Pierwszy etap budowy przeszedł powoli, pracowałem z pomocnikami z rodziny przez weekendy. Stosowałem sprawdzone materiały. Ściany postawiłem z betonu komórkowego. Obliczyłem, że tradycyjne kominy z cegły kosztują o połowę mniej, niż z gotowych kształtek. Do wzniesienia dwóch kominów o wysokości 7,5 m i ścianek działowych zużyłem 2800 szt. cegieł - jeden z kominów obsługuje kocioł grzewczy, drugi ewentualnie kominek. Między kondygnacjami zbudowałem strop typu teriva, na nim położyłem warstwę twardej wełny mineralnej. Taki strop super się sprawdza przy trojgu dzieciach. Nie unikałem wylania żelbetowej konstrukcji pod strome zabiegowe schody - dobrze się czuję w tych trudnych pracach.

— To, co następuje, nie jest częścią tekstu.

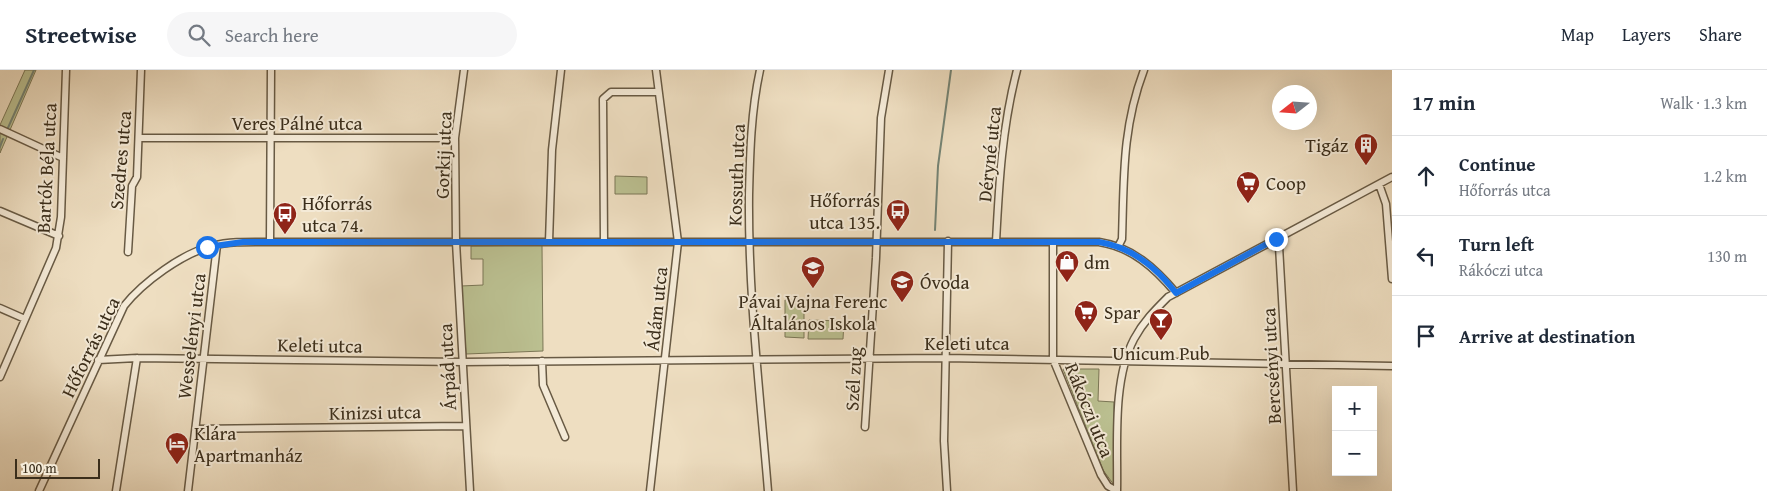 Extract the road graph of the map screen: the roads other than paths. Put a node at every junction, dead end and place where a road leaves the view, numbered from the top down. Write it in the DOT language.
graph roads {
  1 [pos="66,70"];
  2 [pos="141,70"];
  3 [pos="271,70"];
  4 [pos="464,70"];
  5 [pos="561,70"];
  6 [pos="656,70"];
  7 [pos="760,70"];
  8 [pos="889,70"];
  9 [pos="1017,70"];
  10 [pos="1144,70"];
  11 [pos="658,92"];
  12 [pos="0,129"];
  13 [pos="140,138"];
  14 [pos="455,138"];
  15 [pos="270,139"];
  16 [pos="63,158"];
  17 [pos="1392,177"];
  18 [pos="1379,184"];
  19 [pos="0,211"];
  20 [pos="58,236"];
  21 [pos="1276,239"];
  22 [pos="948,241"];
  23 [pos="270,242"];
  24 [pos="456,242"];
  25 [pos="549,242"];
  26 [pos="604,242"];
  27 [pos="678,242"];
  28 [pos="749,242"];
  29 [pos="875,242"];
  30 [pos="996,242"];
  31 [pos="1053,242"];
  32 [pos="218,244"];
  33 [pos="1118,247"];
  34 [pos="128,252"];
  35 [pos="1392,279"];
  36 [pos="1176,293"];
  37 [pos="0,308"];
  38 [pos="25,319"];
  39 [pos="137,358"];
  40 [pos="945,358"];
  41 [pos="202,359"];
  42 [pos="868,359"];
  43 [pos="1053,359"];
  44 [pos="98,360"];
  45 [pos="758,360"];
  46 [pos="542,361"];
  47 [pos="666,361"];
  48 [pos="1124,361"];
  49 [pos="463,362"];
  50 [pos="3,363"];
  51 [pos="1286,364"];
  52 [pos="1392,366"];
  53 [pos="0,377"];
  54 [pos="465,426"];
  55 [pos="865,427"];
  56 [pos="196,429"];
  57 [pos="565,437"];
  58 [pos="39,491"];
  59 [pos="116,491"];
  60 [pos="188,491"];
  61 [pos="470,491"];
  62 [pos="650,491"];
  63 [pos="768,491"];
  64 [pos="947,491"];
  65 [pos="1293,491"];
  1 -- 16 [label="street, Bartók Béla utca"];
  2 -- 13 [label="street, Szedres utca"];
  3 -- 15 [label="street"];
  4 -- 14 [label="street, Gorkij utca"];
  5 -- 25 [label="street"];
  6 -- 11 [label="street, Ádám utca"];
  7 -- 28 [label="street, Kossuth utca"];
  8 -- 29 [label="street, Szél zug"];
  9 -- 30 [label="street, Déryné utca"];
  10 -- 33 [label="street"];
  11 -- 26 [label="street"];
  11 -- 27 [label="street, Ádám utca"];
  12 -- 16 [label="street"];
  13 -- 15 [label="street, Veres Pálné utca"];
  13 -- 34 [label="street, Szedres utca"];
  14 -- 15 [label="street, Veres Pálné utca"];
  14 -- 24 [label="street, Gorkij utca"];
  15 -- 23 [label="street"];
  16 -- 20 [label="street, Bartók Béla utca"];
  17 -- 18 [label="street, Rákóczi utca"];
  18 -- 21 [label="street, Rákóczi utca"];
  18 -- 35 [label="street"];
  19 -- 20 [label="street"];
  20 -- 38 [label="street, Bartók Béla utca"];
  21 -- 36 [label="street, Rákóczi utca"];
  21 -- 51 [label="street, Bercsényi utca"];
  22 -- 29 [label="street, Hőforrás utca"];
  22 -- 30 [label="street, Hőforrás utca"];
  22 -- 40 [label="street"];
  23 -- 24 [label="street, Hőforrás utca"];
  23 -- 32 [label="street, Hőforrás utca"];
  24 -- 25 [label="street, Hőforrás utca"];
  24 -- 49 [label="street, Árpád utca"];
  25 -- 26 [label="street, Hőforrás utca"];
  26 -- 27 [label="street, Hőforrás utca"];
  27 -- 28 [label="street, Hőforrás utca"];
  27 -- 47 [label="street, Ádám utca"];
  28 -- 29 [label="street, Hőforrás utca"];
  28 -- 45 [label="street, Kossuth utca"];
  29 -- 42 [label="street, Szél zug"];
  30 -- 31 [label="street, Hőforrás utca"];
  31 -- 33 [label="street, Hőforrás utca"];
  31 -- 43 [label="street, Rákóczi utca"];
  32 -- 41 [label="street, Wesselényi utca"];
  32 -- 44 [label="street, Hőforrás utca"];
  33 -- 36 [label="street, Hőforrás utca"];
  36 -- 48 [label="street, Rákóczi utca"];
  37 -- 38 [label="street"];
  38 -- 50 [label="street, Bartók Béla utca"];
  39 -- 41 [label="street, Keleti utca"];
  39 -- 44 [label="street, Keleti utca"];
  39 -- 59 [label="street"];
  40 -- 42 [label="street, Keleti utca"];
  40 -- 43 [label="street, Keleti utca"];
  40 -- 64 [label="street"];
  41 -- 49 [label="street, Keleti utca"];
  41 -- 56 [label="street, Wesselényi utca"];
  42 -- 45 [label="street, Keleti utca"];
  42 -- 55 [label="street, Szél zug"];
  43 -- 48 [label="street, Keleti utca"];
  43 -- 48 [label="street, Rákóczi utca"];
  44 -- 58 [label="street, Hőforrás utca"];
  45 -- 47 [label="street, Keleti utca"];
  45 -- 63 [label="street, Kossuth utca"];
  46 -- 47 [label="street, Keleti utca"];
  46 -- 49 [label="street, Keleti utca"];
  46 -- 57 [label="street"];
  47 -- 62 [label="street, Ádám utca"];
  48 -- 51 [label="street, Keleti utca"];
  49 -- 54 [label="street, Árpád utca"];
  50 -- 53 [label="street, Bartók Béla utca"];
  51 -- 52 [label="street, Keleti utca"];
  51 -- 65 [label="street, Bercsényi utca"];
  54 -- 56 [label="street, Kinizsi utca"];
  54 -- 61 [label="street, Árpád utca"];
  56 -- 60 [label="street, Wesselényi utca"];
}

Wolałem polegać na sobie tym bardziej że zmieniłem układ klatki schodowej, zyskując więcej przestrzeni w holu. Na zimę zostawiłem budynek w stanie surowym otwartym, a w lutym następnego roku doczekaliśmy się pozytywnego ukończenia formalności bankowych związanych z przystąpieniem do programu rządowego. Wiosną mogłem rozpocząć kolejne etapy budowy. W zasadzie nie brałem udziału tylko w robotach blacharskich na dachu, wylewaniu posadzki miksokretem, wykonywaniu agregatem wewnętrznych tynków cementowo-wapiennych i gładzi gipsowej.

Wielospadowy dach dekarze przykryli blachodachówką, bo tak wychodziło taniej w porównaniu z dachówką betonową i ceramiczną. Materiał kosztował 12 000 zł, robocizna 6000 zł, a 2 okna dachowe dołożyliśmy dopiero 2 lata temu, przed przeniesieniem dzieci do pokojów na poddaszu. Co sprawiło mi trudność? Trochę nabiedziłem się z kolegą cieślą nad drewnianą konstrukcją dachu. Jest skomplikowana i zależało mi na niestawianiu słupów w pomieszczeniach.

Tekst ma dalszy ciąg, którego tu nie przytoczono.